* DATASET EXCERPTS
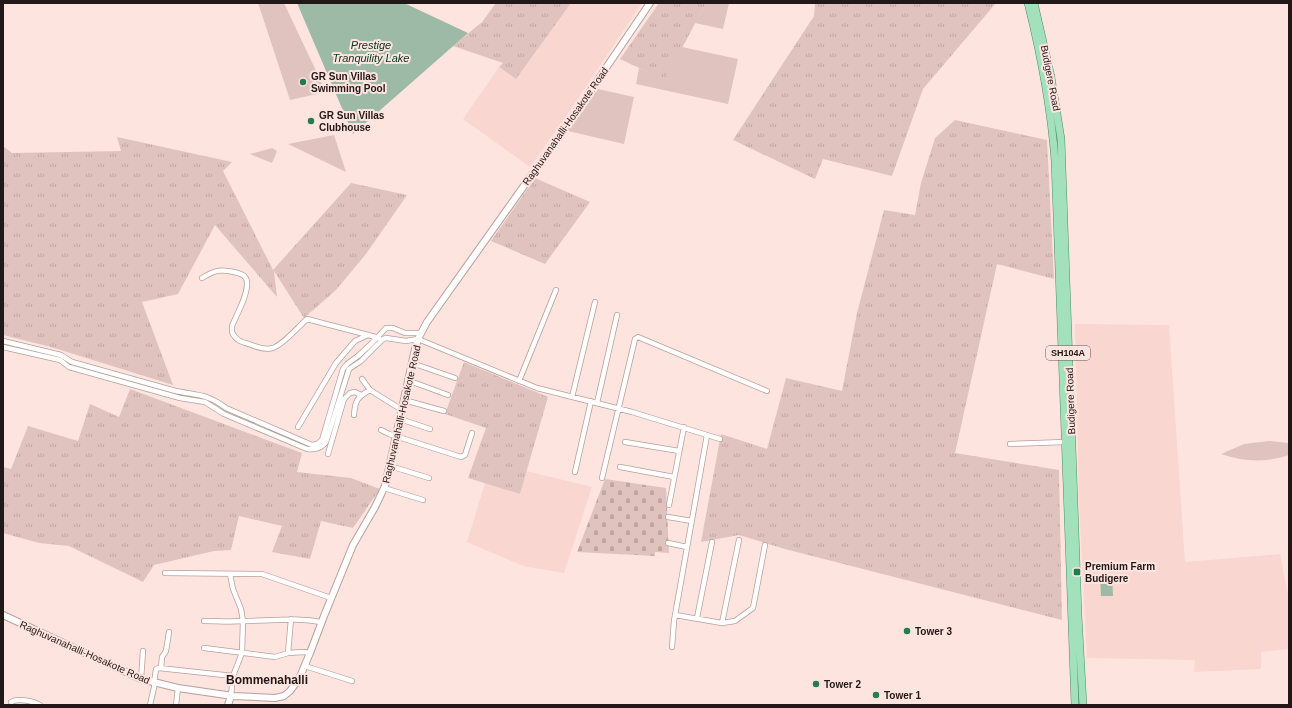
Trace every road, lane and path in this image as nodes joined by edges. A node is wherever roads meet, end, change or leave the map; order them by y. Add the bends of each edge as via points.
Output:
1 (650, 3) edge
2 (1028, 3) edge
3 (1034, 3) edge
4 (202, 278) dead end
5 (556, 290) dead end
6 (595, 302) dead end
7 (617, 315) dead end
8 (421, 333) junction
9 (368, 335) junction
10 (380, 338) junction
11 (418, 339) junction
12 (3, 341) edge
13 (3, 347) edge
14 (412, 363) junction
15 (121, 376) junction
16 (455, 378) dead end
17 (362, 379) dead end
18 (407, 380) junction
19 (120, 381) junction
20 (519, 381) junction
21 (370, 390) junction
22 (767, 391) dead end
23 (448, 394) dead end
24 (361, 395) junction
25 (572, 397) junction
26 (404, 400) junction
27 (591, 401) junction
28 (596, 403) junction
29 (226, 408) junction
30 (618, 409) junction
31 (402, 410) junction
32 (444, 411) dead end
33 (224, 414) junction
34 (354, 415) dead end
35 (400, 419) junction
36 (298, 427) dead end
37 (684, 427) junction
38 (430, 429) dead end
39 (380, 430) dead end
40 (472, 433) dead end
41 (707, 434) junction
42 (396, 437) junction
43 (720, 439) dead end
44 (625, 442) dead end
45 (1065, 442) junction
46 (1010, 444) dead end
47 (319, 446) junction
48 (679, 452) junction
49 (328, 454) dead end
50 (1070, 462) junction
51 (390, 466) junction
52 (620, 467) dead end
53 (575, 472) dead end
54 (674, 477) junction
55 (429, 478) dead end
56 (602, 478) dead end
57 (384, 488) junction
58 (423, 500) dead end
59 (669, 505) dead end
60 (668, 517) dead end
61 (692, 521) junction
62 (739, 540) dead end
63 (712, 542) dead end
64 (668, 543) dead end
65 (765, 545) dead end
66 (687, 547) junction
67 (165, 573) dead end
68 (230, 574) junction
69 (331, 598) junction
70 (675, 614) junction
71 (3, 617) edge
72 (697, 618) junction
73 (291, 619) junction
74 (204, 621) dead end
75 (243, 622) junction
76 (321, 622) junction
77 (722, 623) junction
78 (169, 632) dead end
79 (204, 648) dead end
80 (672, 648) dead end
81 (142, 651) dead end
82 (242, 653) junction
83 (288, 653) junction
84 (310, 653) junction
85 (305, 666) junction
86 (161, 668) junction
87 (233, 676) junction
88 (141, 679) junction
89 (352, 681) dead end
90 (155, 683) junction
91 (178, 688) junction
92 (230, 696) junction
93 (11, 702) dead end
94 (40, 705) edge
95 (150, 705) edge
96 (176, 705) edge
97 (228, 705) edge
98 (1075, 705) edge
99 (1083, 705) edge

1 - 8 main road, Raghuvanahalli-Hosakote Road
2 - 45 main road, Budigere Road / SH104A via 1053,127
3 - 50 main road, Budigere Road / SH104A via 1051,77 1061,139
4 - 9 street via 213,271 224,270 245,276 248,281 246,294 232,326 232,332 237,339 247,344 273,348 307,319
5 - 20 street
6 - 25 street
7 - 28 street
8 - 10 street via 405,333 388,328
8 - 11 main road, Raghuvanahalli-Hosakote Road
9 - 10 street
9 - 36 street via 355,341 336,363
10 - 11 street
10 - 47 street via 344,366
11 - 14 main road, Raghuvanahalli-Hosakote Road
11 - 20 street
12 - 15 street via 61,355 70,362
13 - 19 street via 60,360 69,367
14 - 16 street
14 - 18 main road, Raghuvanahalli-Hosakote Road
15 - 19 street
15 - 29 street via 183,393 207,396
17 - 21 street
18 - 23 street
18 - 26 main road, Raghuvanahalli-Hosakote Road
19 - 33 street via 180,398 205,402
20 - 25 street
21 - 24 street
21 - 31 street
22 - 30 street via 638,337 635,339
24 - 34 street via 355,403
24 - 49 street via 350,393 344,400
25 - 27 street
26 - 31 main road, Raghuvanahalli-Hosakote Road
26 - 32 street
27 - 28 street
27 - 53 street
28 - 30 street
29 - 33 street
29 - 47 street
30 - 37 street
30 - 56 street
31 - 35 main road, Raghuvanahalli-Hosakote Road
33 - 47 street via 307,449 316,450
35 - 38 street
35 - 42 main road, Raghuvanahalli-Hosakote Road
37 - 41 street
37 - 48 street
39 - 42 street
40 - 42 street via 462,457
41 - 43 street
41 - 61 street
42 - 51 main road, Raghuvanahalli-Hosakote Road
44 - 48 street
45 - 46 street
45 - 50 main road, Budigere Road / SH104A
48 - 54 street
50 - 98 main road, Budigere Road / SH104A
50 - 99 main road, Budigere Road / SH104A
51 - 55 street
51 - 57 main road, Raghuvanahalli-Hosakote Road
52 - 54 street
54 - 59 street
57 - 58 street
57 - 69 main road, Raghuvanahalli-Hosakote Road via 353,545
60 - 61 street
61 - 66 street
62 - 77 street
63 - 72 street
64 - 66 street
65 - 77 street via 753,608 735,621
66 - 70 street
67 - 68 street
68 - 69 street via 262,574
68 - 75 street
69 - 76 main road, Raghuvanahalli-Hosakote Road
70 - 72 street
70 - 80 street
71 - 88 main road, Raghuvanahalli-Hosakote Road
72 - 77 street
73 - 75 street
73 - 76 street
73 - 83 street
74 - 75 street
75 - 82 street
76 - 84 main road, Raghuvanahalli-Hosakote Road
78 - 86 street
79 - 82 street
81 - 88 street
82 - 83 street via 275,657
82 - 87 street
83 - 84 street
84 - 85 main road, Raghuvanahalli-Hosakote Road
85 - 89 street
85 - 92 main road, Raghuvanahalli-Hosakote Road via 299,679 284,696
86 - 87 street
86 - 90 street via 156,669
87 - 92 street
88 - 90 main road, Raghuvanahalli-Hosakote Road
90 - 91 main road, Raghuvanahalli-Hosakote Road
90 - 95 street
91 - 92 main road, Raghuvanahalli-Hosakote Road
91 - 96 street
92 - 97 main road
93 - 94 street via 15,700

* WHAT YOU SHOULD DO
Reproduce every line above that contains the string "Budigere".

* RESPONSE TO THE EXERCISE
2 - 45 main road, Budigere Road / SH104A via 1053,127
3 - 50 main road, Budigere Road / SH104A via 1051,77 1061,139
45 - 50 main road, Budigere Road / SH104A
50 - 98 main road, Budigere Road / SH104A
50 - 99 main road, Budigere Road / SH104A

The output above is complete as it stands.